--- Aim of the task ---
Without copying any picture, return all lines below exactly.

Stored data
::::

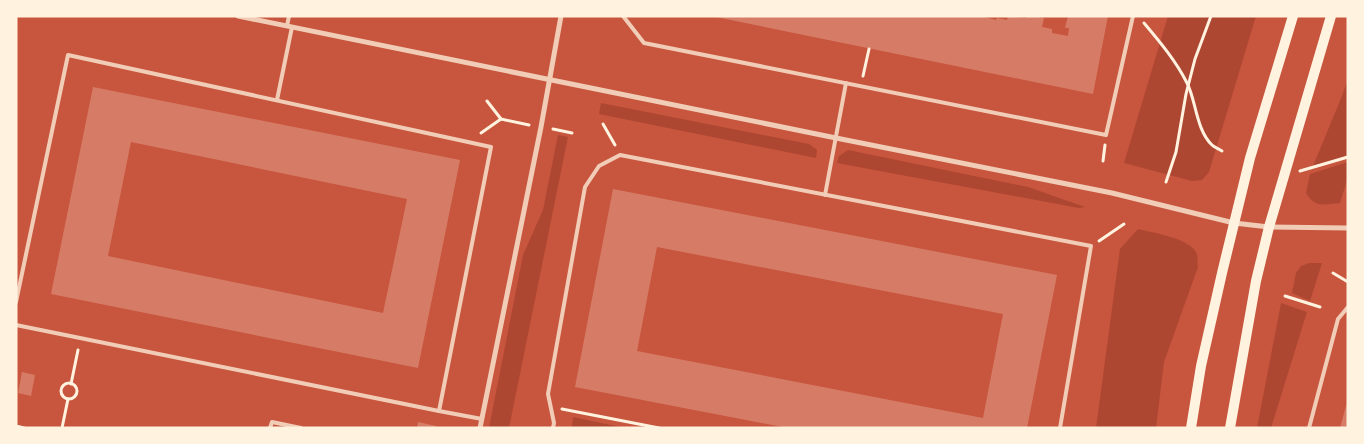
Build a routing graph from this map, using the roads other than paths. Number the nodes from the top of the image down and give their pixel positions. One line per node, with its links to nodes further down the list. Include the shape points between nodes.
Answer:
1 (238, 16): 8 (street)
2 (289, 16): 8 (lane)
3 (561, 16): 9 (street)
4 (623, 16): 10 (lane, via 644,42)
5 (1133, 16): 10 (lane, via 1106,135)
6 (1294, 16): 14 (main road, via 1250,158)
7 (1331, 16): 15 (main road)
8 (289, 26): 9 (street); 11 (lane)
9 (549, 80): 12 (street); 21 (street)
10 (846, 83): 12 (lane)
11 (278, 100): 17 (lane, via 68,55); 20 (lane, via 492,147)
12 (836, 138): 13 (lane); 14 (street, via 1112,193)
13 (825, 195): 25 (lane, via 620,156 599,166 585,187 548,394); 26 (lane, via 1091,246)
14 (1234, 223): 15 (street); 27 (main road, via 1201,366)
15 (1269, 227): 16 (street); 28 (main road)
16 (1348, 228)
17 (16, 302)
18 (1348, 306): 29 (lane, via 1338,319)
19 (16, 325): 20 (lane)
20 (439, 411): 21 (lane)
21 (482, 419): 24 (street)
22 (270, 428): 23 (lane, via 272,422)
23 (301, 428)
24 (480, 428)
25 (553, 428)
26 (1060, 428)
27 (1191, 428)
28 (1230, 428)
29 (1310, 428)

::::

--- Answer section ---
Build a routing graph from this map, using the roads other than paths. Number the nodes from the top of the image down and give their pixel positions. One line per node, with its links to nodes further down the list. Include the shape points between nodes.
Answer:
1 (238, 16): 8 (street)
2 (289, 16): 8 (lane)
3 (561, 16): 9 (street)
4 (623, 16): 10 (lane, via 644,42)
5 (1133, 16): 10 (lane, via 1106,135)
6 (1294, 16): 14 (main road, via 1250,158)
7 (1331, 16): 15 (main road)
8 (289, 26): 9 (street); 11 (lane)
9 (549, 80): 12 (street); 21 (street)
10 (846, 83): 12 (lane)
11 (278, 100): 17 (lane, via 68,55); 20 (lane, via 492,147)
12 (836, 138): 13 (lane); 14 (street, via 1112,193)
13 (825, 195): 25 (lane, via 620,156 599,166 585,187 548,394); 26 (lane, via 1091,246)
14 (1234, 223): 15 (street); 27 (main road, via 1201,366)
15 (1269, 227): 16 (street); 28 (main road)
16 (1348, 228)
17 (16, 302)
18 (1348, 306): 29 (lane, via 1338,319)
19 (16, 325): 20 (lane)
20 (439, 411): 21 (lane)
21 (482, 419): 24 (street)
22 (270, 428): 23 (lane, via 272,422)
23 (301, 428)
24 (480, 428)
25 (553, 428)
26 (1060, 428)
27 (1191, 428)
28 (1230, 428)
29 (1310, 428)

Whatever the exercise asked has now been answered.